→ REQUIRED WORK:
Output all the records word for word. Drop the pictures.
=== Section Start ===
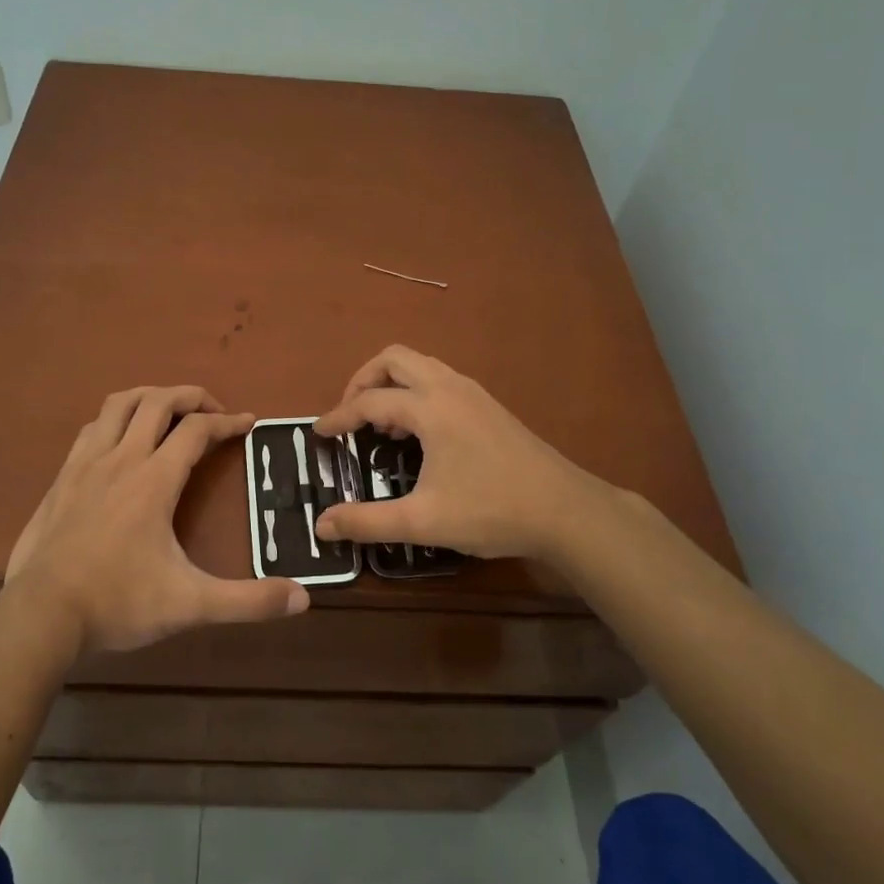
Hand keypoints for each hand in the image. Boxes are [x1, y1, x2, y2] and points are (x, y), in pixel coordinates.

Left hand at [5, 386, 308, 655]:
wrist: (40, 616)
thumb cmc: (118, 603)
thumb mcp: (190, 604)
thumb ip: (247, 601)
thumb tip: (302, 599)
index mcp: (154, 480)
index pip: (197, 430)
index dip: (228, 421)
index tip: (249, 423)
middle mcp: (121, 459)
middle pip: (158, 401)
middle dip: (191, 396)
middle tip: (214, 411)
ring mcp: (85, 464)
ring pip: (119, 404)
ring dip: (150, 397)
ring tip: (169, 411)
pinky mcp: (62, 478)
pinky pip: (92, 428)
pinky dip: (114, 420)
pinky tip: (120, 441)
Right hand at [312, 347, 610, 563]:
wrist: (565, 510)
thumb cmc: (492, 510)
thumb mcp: (423, 521)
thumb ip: (367, 521)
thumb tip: (322, 525)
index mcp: (431, 408)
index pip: (370, 401)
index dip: (339, 417)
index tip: (318, 433)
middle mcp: (449, 387)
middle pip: (394, 359)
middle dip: (363, 380)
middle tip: (350, 415)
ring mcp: (473, 392)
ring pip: (420, 365)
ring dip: (391, 384)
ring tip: (382, 425)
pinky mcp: (488, 404)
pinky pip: (439, 378)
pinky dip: (415, 391)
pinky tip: (419, 433)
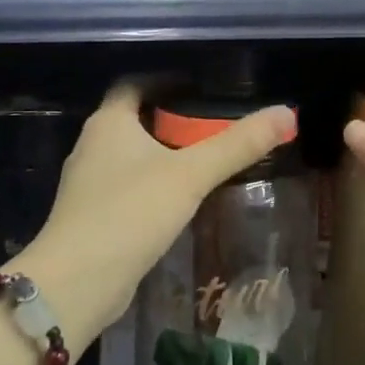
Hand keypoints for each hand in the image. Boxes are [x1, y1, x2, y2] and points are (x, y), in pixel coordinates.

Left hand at [12, 83, 295, 356]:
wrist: (77, 283)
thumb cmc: (131, 213)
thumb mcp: (191, 175)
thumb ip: (237, 145)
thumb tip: (288, 113)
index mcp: (109, 122)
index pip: (134, 84)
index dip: (166, 81)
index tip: (202, 88)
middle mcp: (92, 146)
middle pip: (134, 120)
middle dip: (171, 120)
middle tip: (214, 125)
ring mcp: (88, 184)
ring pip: (131, 157)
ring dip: (162, 156)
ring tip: (203, 161)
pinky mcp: (92, 217)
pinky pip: (127, 189)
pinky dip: (152, 186)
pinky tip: (178, 201)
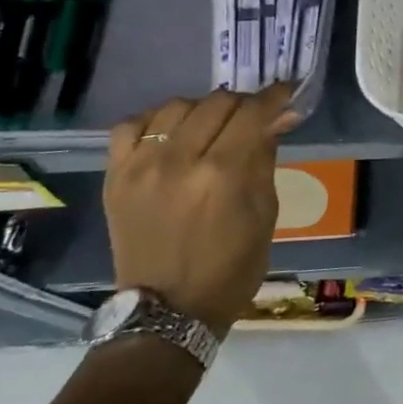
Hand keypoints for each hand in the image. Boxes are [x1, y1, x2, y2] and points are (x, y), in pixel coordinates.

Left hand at [104, 85, 298, 335]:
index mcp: (224, 175)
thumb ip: (266, 157)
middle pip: (216, 103)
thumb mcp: (265, 213)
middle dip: (243, 103)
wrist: (168, 311)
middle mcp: (180, 161)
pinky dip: (156, 121)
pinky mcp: (116, 177)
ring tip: (212, 124)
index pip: (252, 112)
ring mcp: (141, 167)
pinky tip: (171, 133)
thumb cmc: (232, 268)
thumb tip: (281, 117)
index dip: (274, 96)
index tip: (286, 92)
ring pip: (176, 106)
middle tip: (254, 116)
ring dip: (202, 108)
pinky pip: (131, 126)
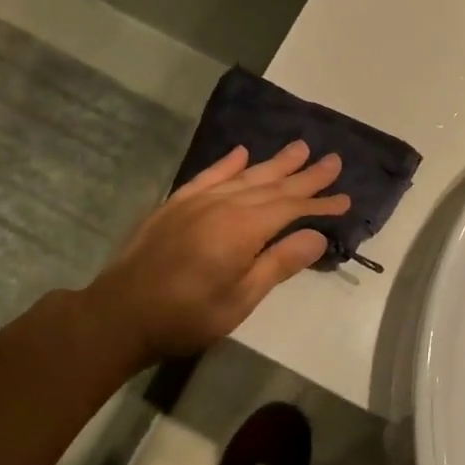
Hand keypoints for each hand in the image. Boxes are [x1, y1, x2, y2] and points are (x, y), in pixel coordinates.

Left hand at [82, 141, 350, 365]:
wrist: (119, 315)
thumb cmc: (186, 316)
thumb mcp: (240, 299)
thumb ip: (278, 263)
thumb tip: (317, 236)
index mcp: (242, 229)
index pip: (291, 207)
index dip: (319, 202)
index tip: (345, 197)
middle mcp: (222, 205)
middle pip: (271, 185)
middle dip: (304, 174)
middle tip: (333, 160)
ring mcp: (196, 201)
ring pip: (244, 175)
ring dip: (274, 163)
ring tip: (299, 148)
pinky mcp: (175, 204)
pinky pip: (208, 176)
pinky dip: (228, 164)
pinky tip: (241, 153)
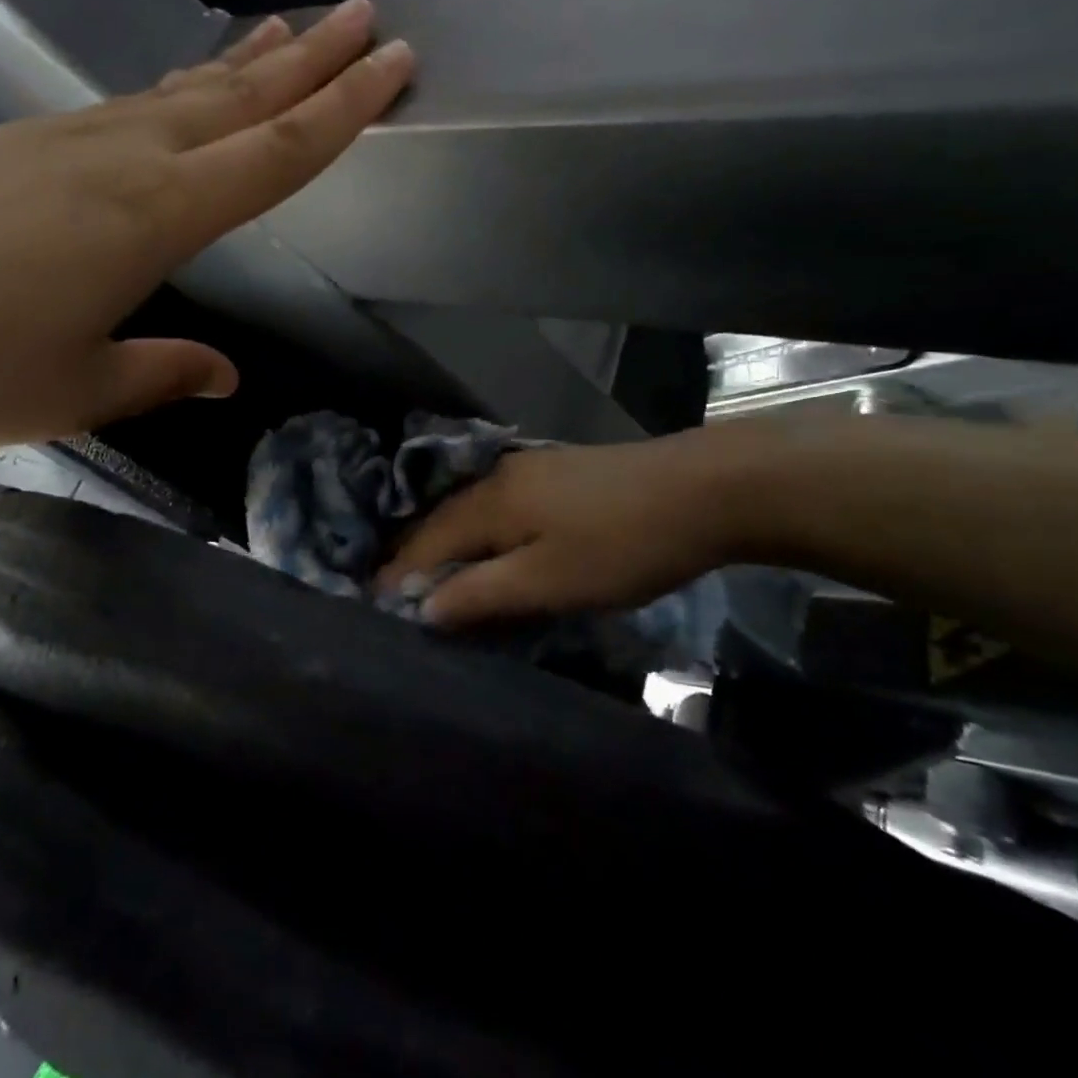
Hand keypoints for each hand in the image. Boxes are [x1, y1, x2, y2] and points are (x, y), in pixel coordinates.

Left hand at [0, 0, 413, 445]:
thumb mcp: (75, 390)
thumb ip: (161, 373)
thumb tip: (226, 376)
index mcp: (155, 216)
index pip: (277, 152)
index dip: (345, 110)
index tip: (393, 64)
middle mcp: (121, 158)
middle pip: (239, 99)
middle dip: (312, 61)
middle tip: (365, 19)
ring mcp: (62, 140)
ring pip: (180, 92)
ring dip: (243, 65)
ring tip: (288, 34)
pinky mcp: (15, 142)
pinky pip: (125, 107)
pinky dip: (175, 91)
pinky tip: (182, 93)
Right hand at [375, 428, 768, 624]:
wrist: (703, 489)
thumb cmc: (621, 544)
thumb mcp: (549, 582)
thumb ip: (481, 593)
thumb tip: (422, 607)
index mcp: (489, 503)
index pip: (426, 542)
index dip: (399, 575)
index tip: (374, 604)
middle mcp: (498, 478)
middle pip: (441, 520)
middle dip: (414, 556)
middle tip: (395, 592)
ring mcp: (529, 470)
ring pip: (469, 510)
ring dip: (446, 543)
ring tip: (433, 575)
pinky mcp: (556, 474)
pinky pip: (497, 506)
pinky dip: (477, 531)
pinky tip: (487, 545)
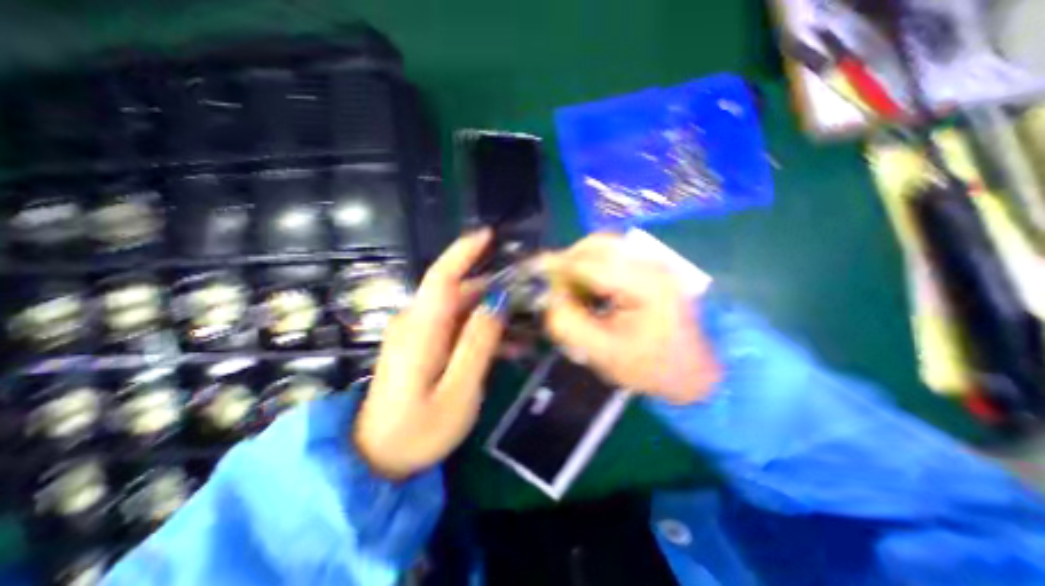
=== Section End ===
→ SOLUTION FOR THIS TASK:
Hand keypoints for each hand in the image. Boxes are [x1, y1, x2, y2] and points are (x, y), in pixel coordinates.

Left hand at [5, 386, 308, 655]:
wrist: (40, 616)
thumb cmc: (118, 603)
thumb mcp: (190, 604)
thumb ip: (247, 601)
thumb tip: (302, 599)
index mcp: (154, 480)
index pip: (197, 430)
index dip: (228, 421)
index tip: (249, 423)
middle mcp: (121, 459)
middle pip: (158, 401)
middle dip: (191, 396)
middle tip: (214, 411)
ring mcp: (85, 464)
ring pip: (119, 404)
ring dip: (150, 397)
ring tip: (169, 411)
pinky mcp: (62, 478)
pinky pip: (92, 428)
pinky dip: (114, 420)
pinky tip: (120, 441)
Right hand at [312, 347, 610, 563]:
wrist: (565, 510)
thumb cmc: (492, 510)
thumb mcp: (423, 521)
thumb ip: (367, 521)
thumb tip: (322, 525)
index mcp: (431, 408)
index pip: (370, 401)
index dip: (339, 417)
index tip: (318, 433)
middle mcp: (449, 387)
middle pip: (394, 359)
middle dip: (363, 380)
middle tip: (350, 415)
ring mcp: (473, 392)
ring pip: (420, 365)
ring dip: (391, 384)
ring tip: (382, 425)
pinky mcp: (488, 404)
pinky pip: (439, 378)
pinky dip: (415, 391)
pinky tip: (419, 433)
Hand keypoints for each hand in the image. Boxes are [x1, y1, x2, y2] and points are (x, y), in pixel coordinates.

Left hand at [12, 83, 295, 356]:
wrist: (77, 283)
thumb cmc: (131, 213)
thumb mcp: (191, 175)
thumb ip: (237, 145)
thumb tip: (288, 113)
index mcp: (109, 122)
index pip: (134, 84)
index dip: (166, 81)
index tip: (202, 88)
middle mcp: (92, 146)
middle pip: (134, 120)
middle dip: (171, 120)
middle tip: (214, 125)
ring mcp: (88, 184)
ring pip: (131, 157)
ring dip: (162, 156)
ring tip: (203, 161)
pinky mcp: (92, 217)
pinky pip: (127, 189)
pinky dip: (152, 186)
pinky tip: (178, 201)
Hand keypoints for each hand in the image. Boxes are [x1, y1, x2, y2] and points are (x, y), in pixel coordinates.

Left hand at [104, 85, 298, 335]:
index mcp: (224, 175)
thumb ip: (266, 157)
middle pip: (216, 103)
thumb mcp: (265, 213)
middle dip: (243, 103)
wrist: (168, 311)
middle mcp: (180, 161)
pinky dip: (156, 121)
pinky mcp: (116, 177)
ring tip: (212, 124)
index pip: (252, 112)
ring mcp: (141, 167)
pinky tip: (171, 133)
thumb cmc: (232, 268)
thumb tip: (281, 117)
index dip: (274, 96)
index tip: (286, 92)
ring pip: (176, 106)
middle tip: (254, 116)
ring dip: (202, 108)
pinky pip: (131, 126)
Hand keypoints for each hand in the image. Boxes are [x1, y1, x2, y2] and points are (x, y), in pixel coordinates.

Left hand at [82, 141, 350, 365]:
wrist: (119, 315)
thumb cmc: (186, 316)
thumb mcp: (240, 299)
thumb ip: (278, 263)
thumb tip: (317, 236)
index mcp: (242, 229)
index pip: (291, 207)
index dip: (319, 202)
index tip: (345, 197)
middle mcp: (222, 205)
middle pip: (271, 185)
middle dip: (304, 174)
middle tip: (333, 160)
ring mcp: (196, 201)
ring pip: (244, 175)
ring dip: (274, 163)
ring tip: (299, 148)
pinky mcp: (175, 204)
pinky pip: (208, 176)
pinky dip: (228, 164)
pinky tip: (241, 153)
Hand keypoints for each hand in the image. Boxes are [x1, y1, x2, y2] and points are (x, y), in pixel coordinates.

Left hand at [0, 0, 413, 445]:
thumb mcp: (75, 390)
thumb ip: (161, 373)
thumb tip: (226, 376)
index mcp: (155, 216)
index pip: (277, 152)
index dip: (345, 110)
index tip: (393, 64)
middle mcp: (121, 158)
middle pip: (239, 99)
middle dip: (312, 61)
middle tip: (365, 19)
ring mcp: (62, 140)
ring pip: (180, 92)
ring dip: (243, 65)
ring tip: (288, 34)
pinky mcp: (15, 142)
pinky pip: (125, 107)
pinky dip: (175, 91)
pinky tip: (182, 93)
Right hand at [375, 428, 768, 624]:
wrist: (703, 489)
thumb cmc: (621, 544)
thumb mcp: (549, 582)
thumb ip: (481, 593)
thumb tip: (422, 607)
index mcp: (489, 503)
index pip: (426, 542)
index dip: (399, 575)
index tip: (374, 604)
middle mcp: (498, 478)
middle pip: (441, 520)
middle dip: (414, 556)
middle tip: (395, 592)
ring mcp: (529, 470)
ring pip: (469, 510)
ring dip: (446, 543)
ring tip: (433, 575)
pinky mcp: (556, 474)
pinky pip: (497, 506)
pinky dip: (477, 531)
pinky tip: (487, 545)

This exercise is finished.